> _Work to complete_
The answer must consist of each line below that contains the word "Guimarães", copied in full.

> _Data supplied_
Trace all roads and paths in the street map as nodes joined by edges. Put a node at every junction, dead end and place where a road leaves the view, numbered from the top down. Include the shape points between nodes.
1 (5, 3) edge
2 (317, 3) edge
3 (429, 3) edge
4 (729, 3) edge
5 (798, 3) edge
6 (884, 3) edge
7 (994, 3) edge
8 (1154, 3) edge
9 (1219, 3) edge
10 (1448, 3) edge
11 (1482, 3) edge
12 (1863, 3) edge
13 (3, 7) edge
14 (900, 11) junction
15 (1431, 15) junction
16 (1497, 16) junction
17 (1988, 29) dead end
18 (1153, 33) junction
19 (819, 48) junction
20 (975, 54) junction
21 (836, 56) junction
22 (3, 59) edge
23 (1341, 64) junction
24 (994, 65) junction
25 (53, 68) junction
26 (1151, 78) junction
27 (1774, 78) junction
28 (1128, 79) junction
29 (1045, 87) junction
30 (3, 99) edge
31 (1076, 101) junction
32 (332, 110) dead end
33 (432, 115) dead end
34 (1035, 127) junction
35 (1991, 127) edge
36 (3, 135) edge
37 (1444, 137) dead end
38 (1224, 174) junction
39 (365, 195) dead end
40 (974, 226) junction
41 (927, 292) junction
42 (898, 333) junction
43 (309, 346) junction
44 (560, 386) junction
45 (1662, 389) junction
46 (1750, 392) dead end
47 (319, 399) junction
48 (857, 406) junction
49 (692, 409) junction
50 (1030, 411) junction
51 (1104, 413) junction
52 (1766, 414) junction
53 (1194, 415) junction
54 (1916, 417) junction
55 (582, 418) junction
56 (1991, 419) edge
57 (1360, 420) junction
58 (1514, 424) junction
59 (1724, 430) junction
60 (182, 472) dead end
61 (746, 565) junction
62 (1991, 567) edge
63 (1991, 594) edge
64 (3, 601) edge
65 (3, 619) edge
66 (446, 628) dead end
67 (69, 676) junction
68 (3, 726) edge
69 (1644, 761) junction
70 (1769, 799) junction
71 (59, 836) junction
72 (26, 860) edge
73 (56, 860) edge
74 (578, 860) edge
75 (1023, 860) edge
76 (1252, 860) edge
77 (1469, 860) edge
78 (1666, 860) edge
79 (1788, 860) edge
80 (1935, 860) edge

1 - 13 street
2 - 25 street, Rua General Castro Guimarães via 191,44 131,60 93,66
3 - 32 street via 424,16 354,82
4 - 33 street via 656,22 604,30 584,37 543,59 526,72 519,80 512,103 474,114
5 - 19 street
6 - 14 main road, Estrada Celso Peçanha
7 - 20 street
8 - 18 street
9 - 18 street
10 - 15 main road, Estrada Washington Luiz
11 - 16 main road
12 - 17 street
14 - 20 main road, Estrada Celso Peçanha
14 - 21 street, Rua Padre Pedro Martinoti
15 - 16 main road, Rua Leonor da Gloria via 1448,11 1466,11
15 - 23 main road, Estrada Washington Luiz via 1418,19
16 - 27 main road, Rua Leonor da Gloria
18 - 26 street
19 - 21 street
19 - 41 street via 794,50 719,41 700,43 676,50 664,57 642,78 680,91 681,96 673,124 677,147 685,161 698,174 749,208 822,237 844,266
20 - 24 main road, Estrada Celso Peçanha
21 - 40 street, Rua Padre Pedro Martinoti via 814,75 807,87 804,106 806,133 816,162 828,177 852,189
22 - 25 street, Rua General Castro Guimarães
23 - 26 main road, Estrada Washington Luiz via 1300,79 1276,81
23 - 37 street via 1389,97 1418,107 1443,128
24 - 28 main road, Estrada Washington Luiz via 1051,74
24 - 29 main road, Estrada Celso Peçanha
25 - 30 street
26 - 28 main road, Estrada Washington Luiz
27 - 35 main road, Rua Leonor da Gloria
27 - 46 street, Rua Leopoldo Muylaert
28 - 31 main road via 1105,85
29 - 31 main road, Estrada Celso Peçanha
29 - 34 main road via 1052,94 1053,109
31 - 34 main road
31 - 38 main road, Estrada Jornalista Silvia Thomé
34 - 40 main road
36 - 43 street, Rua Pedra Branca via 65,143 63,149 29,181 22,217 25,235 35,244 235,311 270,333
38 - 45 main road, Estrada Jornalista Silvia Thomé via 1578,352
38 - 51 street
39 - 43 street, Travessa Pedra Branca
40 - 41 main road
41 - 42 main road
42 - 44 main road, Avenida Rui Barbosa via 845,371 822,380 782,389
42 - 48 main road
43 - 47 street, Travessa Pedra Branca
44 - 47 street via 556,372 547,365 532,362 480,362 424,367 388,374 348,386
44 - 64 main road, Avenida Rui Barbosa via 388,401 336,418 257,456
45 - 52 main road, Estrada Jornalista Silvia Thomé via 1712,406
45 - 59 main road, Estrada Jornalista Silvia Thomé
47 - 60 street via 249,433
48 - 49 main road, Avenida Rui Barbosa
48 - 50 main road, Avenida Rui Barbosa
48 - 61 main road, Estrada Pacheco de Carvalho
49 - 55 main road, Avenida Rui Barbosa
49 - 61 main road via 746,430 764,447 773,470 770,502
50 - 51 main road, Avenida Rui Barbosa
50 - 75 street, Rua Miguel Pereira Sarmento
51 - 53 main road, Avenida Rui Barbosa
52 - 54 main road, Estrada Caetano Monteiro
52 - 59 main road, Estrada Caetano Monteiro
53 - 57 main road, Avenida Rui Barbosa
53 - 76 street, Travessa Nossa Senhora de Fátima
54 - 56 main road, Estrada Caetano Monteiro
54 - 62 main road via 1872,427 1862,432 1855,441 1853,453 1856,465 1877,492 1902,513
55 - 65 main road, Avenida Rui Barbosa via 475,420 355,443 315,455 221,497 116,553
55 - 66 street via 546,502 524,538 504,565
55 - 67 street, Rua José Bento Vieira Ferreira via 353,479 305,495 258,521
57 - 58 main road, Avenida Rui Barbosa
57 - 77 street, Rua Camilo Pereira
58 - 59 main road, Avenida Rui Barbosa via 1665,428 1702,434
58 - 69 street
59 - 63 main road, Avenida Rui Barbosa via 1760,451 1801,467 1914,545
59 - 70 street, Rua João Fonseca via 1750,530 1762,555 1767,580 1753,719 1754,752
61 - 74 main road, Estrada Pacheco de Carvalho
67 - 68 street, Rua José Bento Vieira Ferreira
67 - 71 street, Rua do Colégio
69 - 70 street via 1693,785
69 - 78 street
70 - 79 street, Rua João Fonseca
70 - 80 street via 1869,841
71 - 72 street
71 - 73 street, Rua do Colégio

> _Task output_
2 - 25 street, Rua General Castro Guimarães via 191,44 131,60 93,66
22 - 25 street, Rua General Castro Guimarães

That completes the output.